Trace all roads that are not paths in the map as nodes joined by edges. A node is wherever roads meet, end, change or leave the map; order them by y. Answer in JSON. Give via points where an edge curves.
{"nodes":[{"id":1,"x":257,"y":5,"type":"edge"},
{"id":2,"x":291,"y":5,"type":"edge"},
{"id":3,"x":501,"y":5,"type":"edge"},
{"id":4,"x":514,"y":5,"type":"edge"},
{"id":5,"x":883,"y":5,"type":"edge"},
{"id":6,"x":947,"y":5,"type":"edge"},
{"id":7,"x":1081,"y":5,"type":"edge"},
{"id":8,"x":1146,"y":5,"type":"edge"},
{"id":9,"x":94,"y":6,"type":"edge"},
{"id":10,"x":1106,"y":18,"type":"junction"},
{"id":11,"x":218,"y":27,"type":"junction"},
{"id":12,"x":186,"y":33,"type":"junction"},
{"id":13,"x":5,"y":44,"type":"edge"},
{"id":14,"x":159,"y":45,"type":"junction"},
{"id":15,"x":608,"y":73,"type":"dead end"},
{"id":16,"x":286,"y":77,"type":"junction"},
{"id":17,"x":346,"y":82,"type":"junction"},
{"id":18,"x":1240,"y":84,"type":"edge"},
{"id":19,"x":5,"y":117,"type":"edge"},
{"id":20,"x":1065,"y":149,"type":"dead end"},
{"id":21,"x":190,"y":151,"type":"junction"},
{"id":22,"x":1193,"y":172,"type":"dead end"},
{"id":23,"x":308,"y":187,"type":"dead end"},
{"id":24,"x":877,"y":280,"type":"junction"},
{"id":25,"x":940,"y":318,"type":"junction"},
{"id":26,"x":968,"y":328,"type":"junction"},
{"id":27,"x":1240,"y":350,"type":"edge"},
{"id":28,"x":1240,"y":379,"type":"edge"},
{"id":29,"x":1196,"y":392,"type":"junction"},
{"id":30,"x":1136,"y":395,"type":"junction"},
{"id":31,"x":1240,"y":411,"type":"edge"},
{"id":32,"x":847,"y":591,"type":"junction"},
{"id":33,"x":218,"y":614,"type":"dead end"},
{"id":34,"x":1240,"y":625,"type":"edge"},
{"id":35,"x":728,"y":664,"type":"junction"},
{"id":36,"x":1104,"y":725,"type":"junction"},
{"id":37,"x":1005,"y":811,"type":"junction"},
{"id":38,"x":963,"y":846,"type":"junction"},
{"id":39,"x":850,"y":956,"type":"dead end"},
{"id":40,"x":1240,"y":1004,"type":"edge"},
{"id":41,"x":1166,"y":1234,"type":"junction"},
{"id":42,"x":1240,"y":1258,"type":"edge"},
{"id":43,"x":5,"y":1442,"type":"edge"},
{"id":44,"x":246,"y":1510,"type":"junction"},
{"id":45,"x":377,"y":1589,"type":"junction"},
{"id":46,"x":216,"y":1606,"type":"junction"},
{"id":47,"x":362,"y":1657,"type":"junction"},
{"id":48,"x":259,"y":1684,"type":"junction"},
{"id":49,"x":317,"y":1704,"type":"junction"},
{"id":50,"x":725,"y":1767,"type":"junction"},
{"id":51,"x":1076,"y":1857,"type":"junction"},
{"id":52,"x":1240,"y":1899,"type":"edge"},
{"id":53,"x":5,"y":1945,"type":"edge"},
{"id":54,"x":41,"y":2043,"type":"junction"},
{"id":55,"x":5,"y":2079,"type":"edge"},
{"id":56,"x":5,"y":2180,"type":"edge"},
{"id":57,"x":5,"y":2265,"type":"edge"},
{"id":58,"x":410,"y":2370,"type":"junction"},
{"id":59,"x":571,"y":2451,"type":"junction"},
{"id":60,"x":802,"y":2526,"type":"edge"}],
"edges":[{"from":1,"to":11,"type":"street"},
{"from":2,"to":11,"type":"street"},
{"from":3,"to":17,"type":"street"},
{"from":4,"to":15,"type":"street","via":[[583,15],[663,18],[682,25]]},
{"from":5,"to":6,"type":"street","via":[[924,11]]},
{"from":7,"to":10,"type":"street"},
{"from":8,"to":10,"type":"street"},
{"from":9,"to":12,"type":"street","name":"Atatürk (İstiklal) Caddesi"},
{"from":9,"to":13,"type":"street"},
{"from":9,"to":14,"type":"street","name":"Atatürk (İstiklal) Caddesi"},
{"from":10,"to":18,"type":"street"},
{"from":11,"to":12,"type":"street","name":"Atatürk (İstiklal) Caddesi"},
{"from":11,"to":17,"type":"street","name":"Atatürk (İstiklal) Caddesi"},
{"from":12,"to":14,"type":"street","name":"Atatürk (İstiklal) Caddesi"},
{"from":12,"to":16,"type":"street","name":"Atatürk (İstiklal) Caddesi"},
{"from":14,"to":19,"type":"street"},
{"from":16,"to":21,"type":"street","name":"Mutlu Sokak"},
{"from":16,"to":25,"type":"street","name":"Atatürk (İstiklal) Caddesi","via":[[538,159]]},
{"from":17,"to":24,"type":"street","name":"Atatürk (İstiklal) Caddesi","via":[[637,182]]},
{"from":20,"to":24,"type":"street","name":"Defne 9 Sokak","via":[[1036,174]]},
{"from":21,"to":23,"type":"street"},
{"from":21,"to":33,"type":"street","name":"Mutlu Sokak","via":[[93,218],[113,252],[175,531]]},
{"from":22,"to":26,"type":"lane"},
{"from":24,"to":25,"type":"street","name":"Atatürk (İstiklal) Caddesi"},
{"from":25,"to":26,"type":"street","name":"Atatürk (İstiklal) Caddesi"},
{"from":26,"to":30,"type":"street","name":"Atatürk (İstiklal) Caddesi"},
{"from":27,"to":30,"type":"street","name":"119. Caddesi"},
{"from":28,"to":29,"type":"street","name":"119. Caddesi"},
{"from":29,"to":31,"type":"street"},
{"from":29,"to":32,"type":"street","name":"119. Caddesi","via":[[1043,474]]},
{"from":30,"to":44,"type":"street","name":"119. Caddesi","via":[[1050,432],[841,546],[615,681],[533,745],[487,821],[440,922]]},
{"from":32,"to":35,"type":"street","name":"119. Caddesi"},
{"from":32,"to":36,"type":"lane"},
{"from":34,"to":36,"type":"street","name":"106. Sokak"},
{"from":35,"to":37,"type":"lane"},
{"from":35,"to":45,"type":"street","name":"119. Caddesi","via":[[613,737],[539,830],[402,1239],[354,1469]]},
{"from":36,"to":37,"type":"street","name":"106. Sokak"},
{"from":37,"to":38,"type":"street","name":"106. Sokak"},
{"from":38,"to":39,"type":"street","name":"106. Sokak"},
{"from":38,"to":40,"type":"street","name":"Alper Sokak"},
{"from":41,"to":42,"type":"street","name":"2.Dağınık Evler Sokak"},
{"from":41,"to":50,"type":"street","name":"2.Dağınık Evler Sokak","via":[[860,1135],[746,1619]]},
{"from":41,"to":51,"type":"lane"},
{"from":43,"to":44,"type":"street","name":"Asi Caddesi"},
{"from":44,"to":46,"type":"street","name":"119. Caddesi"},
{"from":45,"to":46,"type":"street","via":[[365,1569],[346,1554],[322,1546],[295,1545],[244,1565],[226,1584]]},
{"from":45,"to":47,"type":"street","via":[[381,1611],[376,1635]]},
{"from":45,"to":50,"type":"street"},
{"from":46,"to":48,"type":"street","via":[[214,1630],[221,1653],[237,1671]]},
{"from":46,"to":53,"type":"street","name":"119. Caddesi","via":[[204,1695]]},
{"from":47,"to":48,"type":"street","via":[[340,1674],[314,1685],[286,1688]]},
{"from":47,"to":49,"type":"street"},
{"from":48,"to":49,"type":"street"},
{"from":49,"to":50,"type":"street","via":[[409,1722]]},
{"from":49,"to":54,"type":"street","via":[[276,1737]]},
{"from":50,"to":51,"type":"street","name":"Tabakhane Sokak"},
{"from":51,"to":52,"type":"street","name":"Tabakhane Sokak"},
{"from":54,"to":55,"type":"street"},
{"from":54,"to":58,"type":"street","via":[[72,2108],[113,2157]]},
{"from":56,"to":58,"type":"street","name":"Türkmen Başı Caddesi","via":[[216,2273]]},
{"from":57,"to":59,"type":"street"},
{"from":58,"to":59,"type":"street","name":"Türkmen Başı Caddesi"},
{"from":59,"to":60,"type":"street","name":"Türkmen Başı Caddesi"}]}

────────────────

Find the word "Tabakhane" in the listing above, then copy each line where it turns up.

TASK RESPONSE
{"from":50,"to":51,"type":"street","name":"Tabakhane Sokak"},
{"from":51,"to":52,"type":"street","name":"Tabakhane Sokak"},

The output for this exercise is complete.